Three-time defending Olympic champions Hungary defeated the American men’s water polo team 11–6 Monday—actually a good performance for the Americans considering Hungary has scored 17 twice in the prelims.
Hungary, with five Olympic golds, 9 world championships, five FINA (International Swimming Federation) World League, eight FINA World Cup and 21 European championships is considered the best team in the world. While they haven’t dominated in London, losing two of four matches, Hungary has shown that it can get power plays and convert, and can score from anywhere in the pool. In short, even if the team doesn’t always win, it is still the best.
The U.S. squad held Hungary to a single goal in the first period but trailed 6–2 at halftime. Hungary stretched the lead to 10–3 by the end of the third, but the Americans owned the final period,scoring three and holding Hungary to a single goal.
Hungary’s power play was excellent as usual, converting 67 percent of its opportunities. The team also generated three penalty shots, often a measure of a team’s two-meter defender’s tactical ability to draw his opponent into committing a visible offense. (Underwater cameras show non-stop grabbing, punching, kicking, and suit-pulling; what matters is what the officials see above the water.)
The United States beat Hungary in a tournament in Newport Beach, California in May. Possibly Hungary wanted revenge, and possibly USA was a bit complacent. Also a possibility is that the U.S. team knew that knew it would advance to the quarterfinals and wasn’t too concerned about the final tally, more interested in seeing strengths and weaknesses.
This was the U.S. side’s second 11–6 loss; Serbia beat them by the same score on Saturday.
Ryan Bailey, part of the Beijing Olympics silver-medal team, explained that the U.S. squad wasn’t lacking confidence despite the two defeats.
“Serbia and Hungary are two of the best teams in the world and they made us look pretty bad in there, so we are going to have to go home and regroup and get ready for the quarterfinals, because that’s the only game that really matters,” the 36-year-old center-forward told NBC Sports.
“They [Hungary] have a lot of weapons. They have to really good left-handers; they have some good weapons on the other side as well. We were trying to take away what they wanted to do but they were finding solutions and really exposing us.
“That’s the good thing about being an experienced team. We’ve been around the block; we’ve been in these situations before. We go home, regroup, and we will be ready to play Croatia.”
Hungary hit twice as many shots (11/23 vs. 6/24 for the U.S.); they converted four of six power-play opportunities versus four of eight for the U.S.; they had twice as many steals.
Hungary was also twice as effective on defense, stopping every single U.S. attempt from the 5-meter line. Interestingly, the U.S. squad had as many blocks.

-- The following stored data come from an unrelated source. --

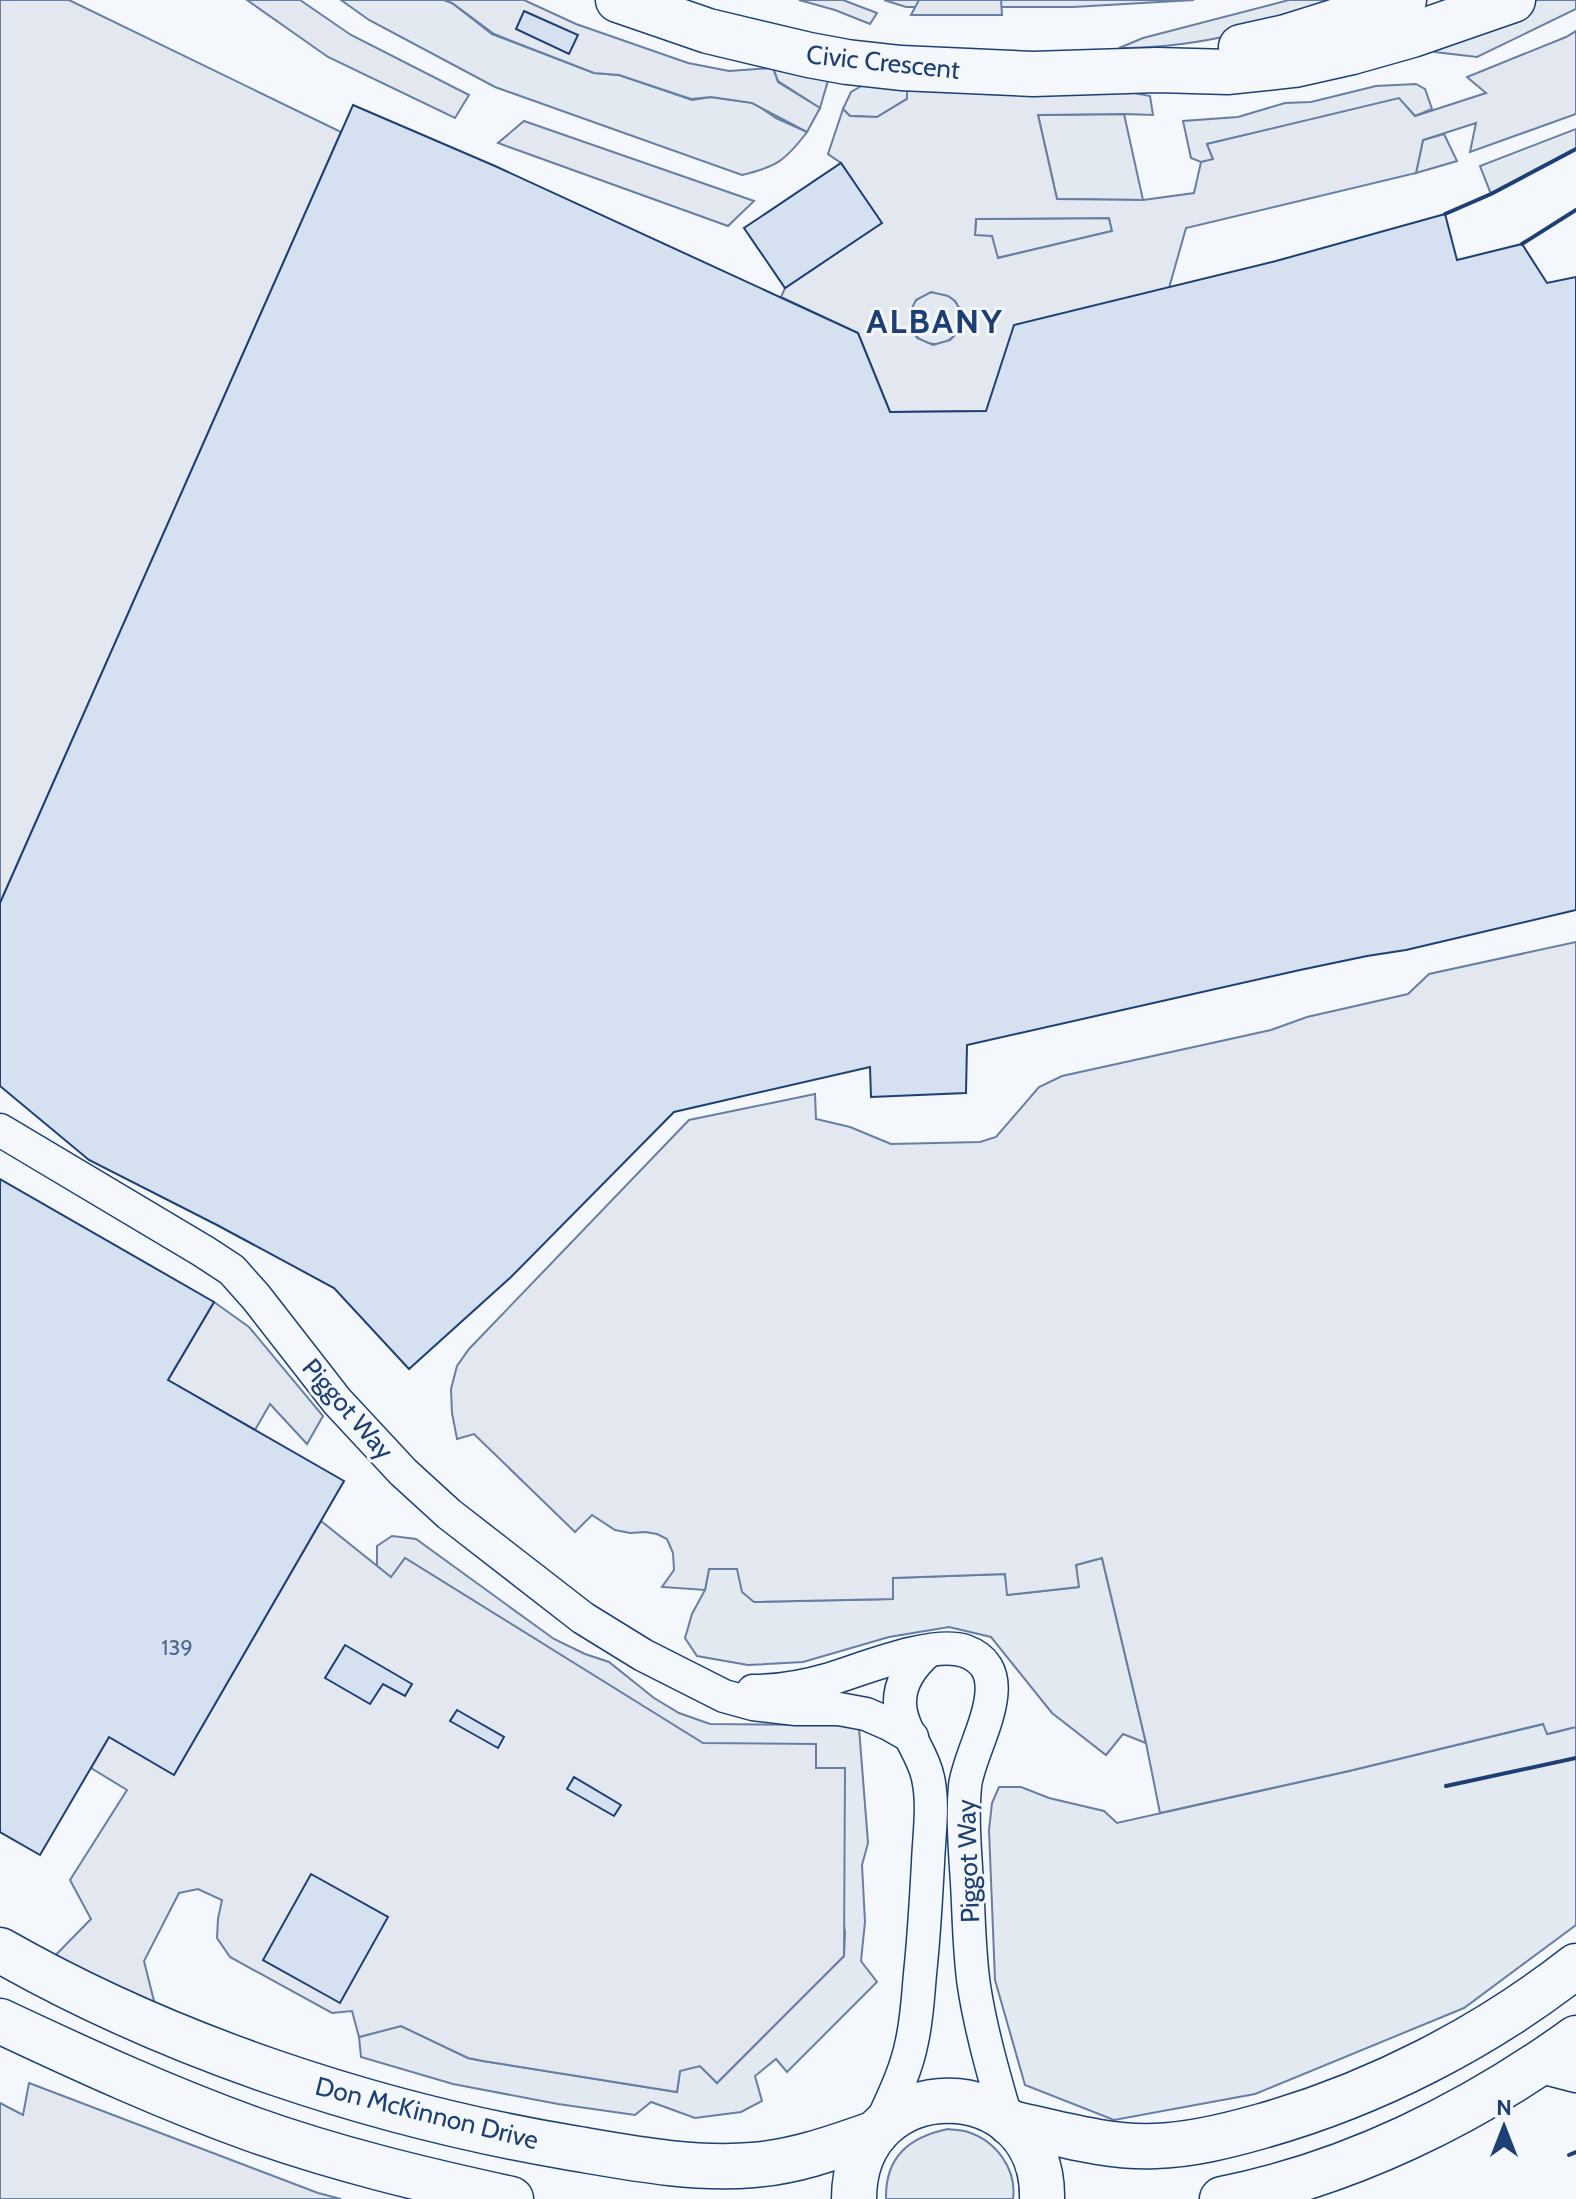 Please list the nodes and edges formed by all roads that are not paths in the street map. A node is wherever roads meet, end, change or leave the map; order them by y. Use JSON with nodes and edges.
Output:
{"nodes":[{"id":1,"x":618,"y":0,"type":"edge"},
{"id":2,"x":1404,"y":0,"type":"edge"},
{"id":3,"x":1513,"y":0,"type":"edge"},
{"id":4,"x":1157,"y":70,"type":"junction"},
{"id":5,"x":0,"y":1130,"type":"edge"},
{"id":6,"x":928,"y":1651,"type":"junction"},
{"id":7,"x":702,"y":1685,"type":"junction"},
{"id":8,"x":912,"y":1737,"type":"junction"},
{"id":9,"x":0,"y":1950,"type":"edge"},
{"id":10,"x":1576,"y":1966,"type":"edge"},
{"id":11,"x":0,"y":2021,"type":"edge"},
{"id":12,"x":1576,"y":2038,"type":"edge"},
{"id":13,"x":1557,"y":2071,"type":"edge"},
{"id":14,"x":1009,"y":2122,"type":"junction"},
{"id":15,"x":876,"y":2132,"type":"junction"},
{"id":16,"x":511,"y":2199,"type":"edge"},
{"id":17,"x":854,"y":2199,"type":"edge"},
{"id":18,"x":1042,"y":2199,"type":"edge"},
{"id":19,"x":1222,"y":2199,"type":"edge"}],
"edges":[{"from":1,"to":4,"type":"main road","name":"Civic Crescent"},
{"from":2,"to":4,"type":"main road","name":"Civic Crescent"},
{"from":3,"to":4,"type":"main road","name":"Civic Crescent"},
{"from":5,"to":7,"type":"street","name":"Piggot Way"},
{"from":6,"to":7,"type":"street","name":"Piggot Way"},
{"from":6,"to":8,"type":"street","name":"Piggot Way"},
{"from":6,"to":14,"type":"street","name":"Piggot Way"},
{"from":7,"to":8,"type":"street","name":"Piggot Way"},
{"from":8,"to":15,"type":"street","name":"Piggot Way"},
{"from":9,"to":15,"type":"main road","name":"Don McKinnon Drive"},
{"from":10,"to":14,"type":"main road"},
{"from":11,"to":16,"type":"main road"},
{"from":12,"to":13,"type":"main road"},
{"from":13,"to":19,"type":"main road"},
{"from":14,"to":15,"type":"main road"},
{"from":14,"to":18,"type":"main road"},
{"from":15,"to":17,"type":"main road"}]}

This seems to indicate that the U.S. dropped back to clog the middle on defense, both to take away shots and to avoid two-meter penalty violations. It’s didn’t work; Hungary got three penalty shots to USA’s one. It also shows that Hungary plain outswam the U.S. to defend the long shots.
Still this same U.S. squad beat Hungary just a few months ago. The U.S. team has the tools; they can review the tapes, devise new strategies, and work on their weaknesses.
As Ryan Bailey said, the preliminary games don’t really matter. USA won silver in Beijing; they could still take gold in London.